Nothing but an exact copy is wanted: the line with "Turn the roads" and each line after it in the data below, last line included.

Records >>
= = = =
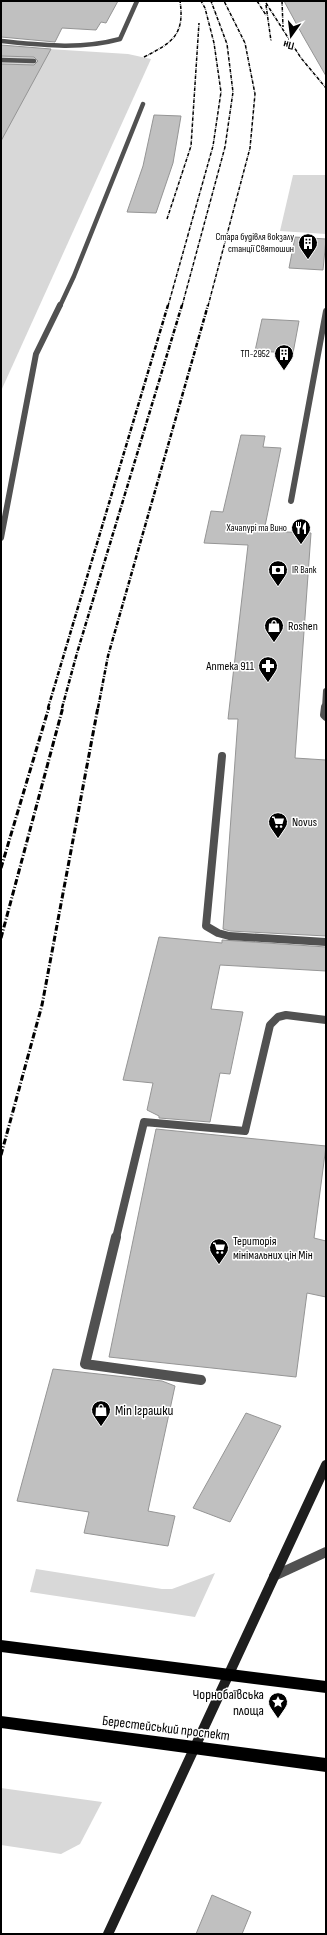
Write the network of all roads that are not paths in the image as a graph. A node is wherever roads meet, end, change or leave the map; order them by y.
1 (137, 1) edge
2 (1, 41) edge
3 (1, 60) edge
4 (34, 61) dead end
5 (143, 104) dead end
6 (326, 316) edge
7 (291, 501) dead end
8 (1, 538) edge
9 (326, 692) edge
10 (326, 718) edge
11 (222, 756) dead end
12 (326, 942) edge
13 (326, 1020) edge
14 (201, 1380) dead end
15 (326, 1465) edge
16 (326, 1552) edge
17 (274, 1576) junction
18 (1, 1646) edge
19 (326, 1687) edge
20 (1, 1722) edge
21 (326, 1765) edge
22 (108, 1934) edge

1 - 2 lane
3 - 4 lane
5 - 8 lane
6 - 7 lane
9 - 10 lane
11 - 12 lane
13 - 14 lane
15 - 17 main road
16 - 17 lane
17 - 22 main road
18 - 19 main road
20 - 21 main road, Берестейський проспект

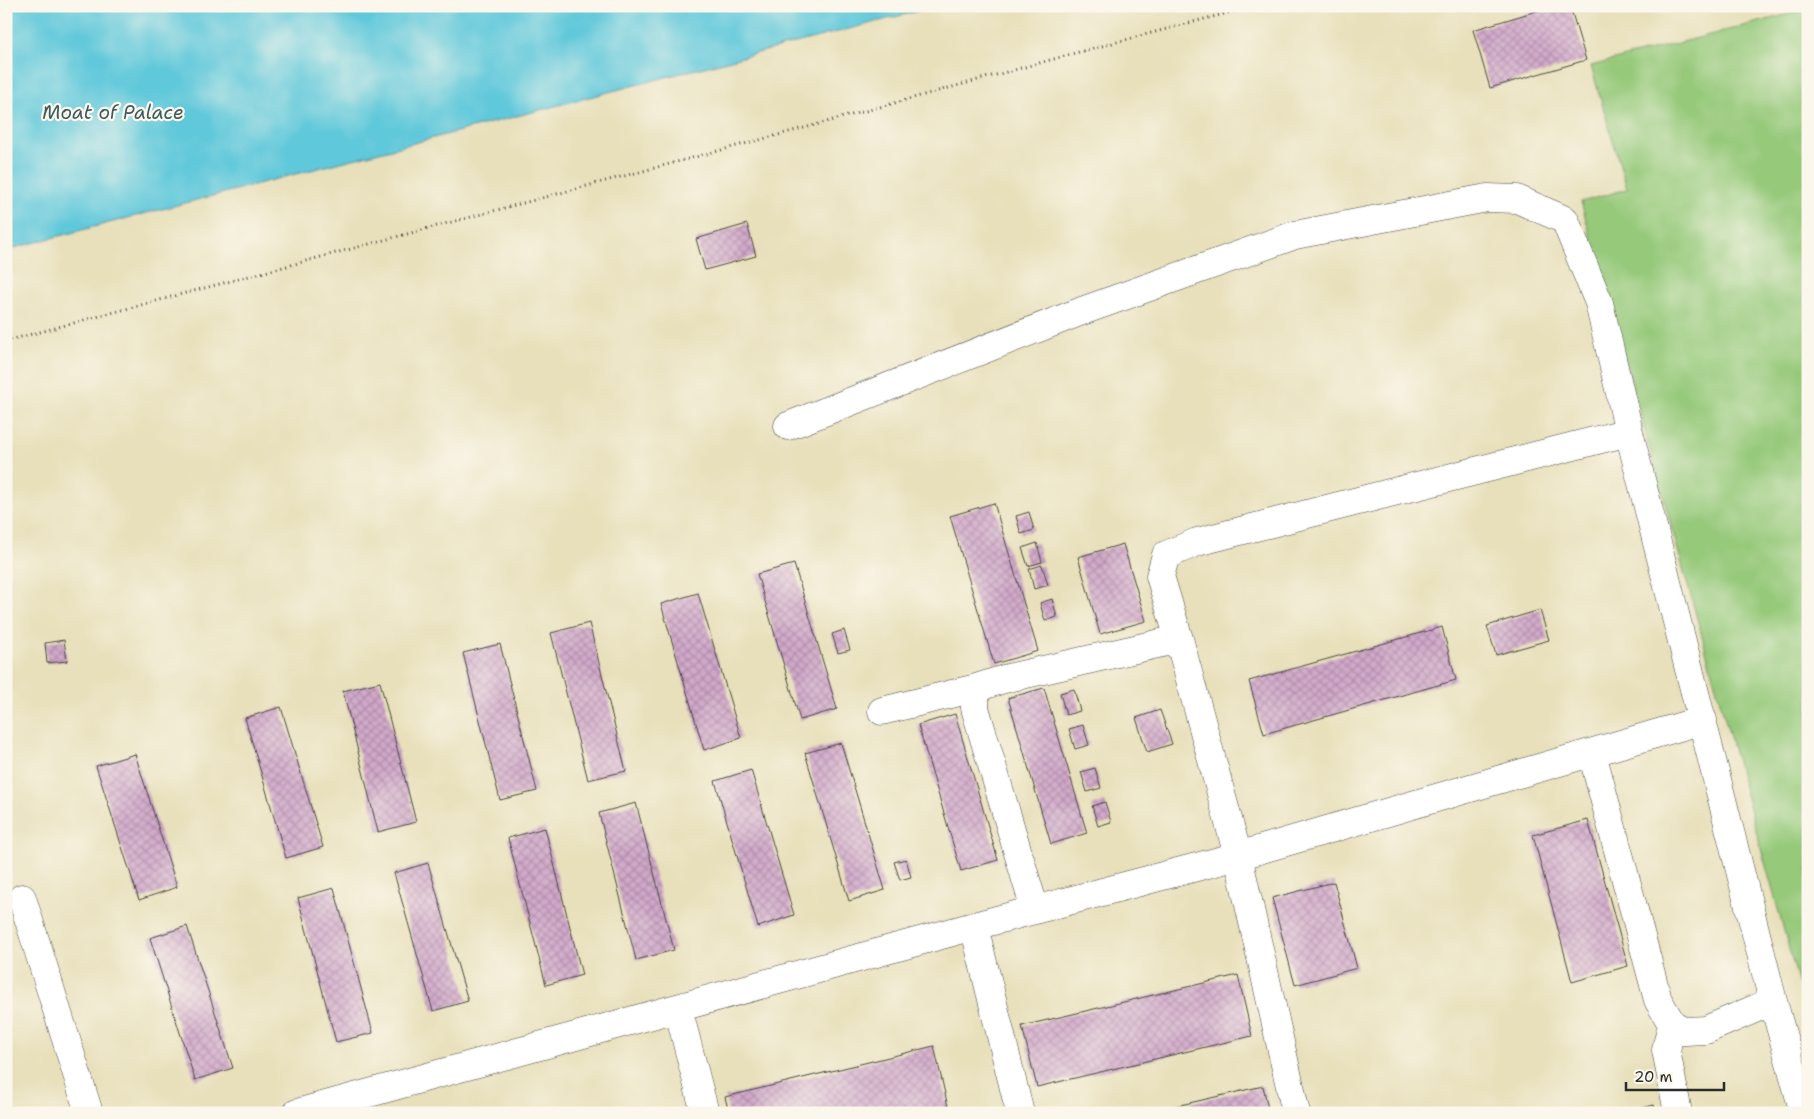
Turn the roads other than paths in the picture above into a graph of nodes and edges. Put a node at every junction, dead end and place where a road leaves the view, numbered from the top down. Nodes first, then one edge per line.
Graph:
= = = =
Answer below >>
Turn the roads other than paths in the picture above into a graph of nodes and edges. Put a node at every junction, dead end and place where a road leaves the view, numbered from the top down. Nodes first, then one edge per line.
Graph:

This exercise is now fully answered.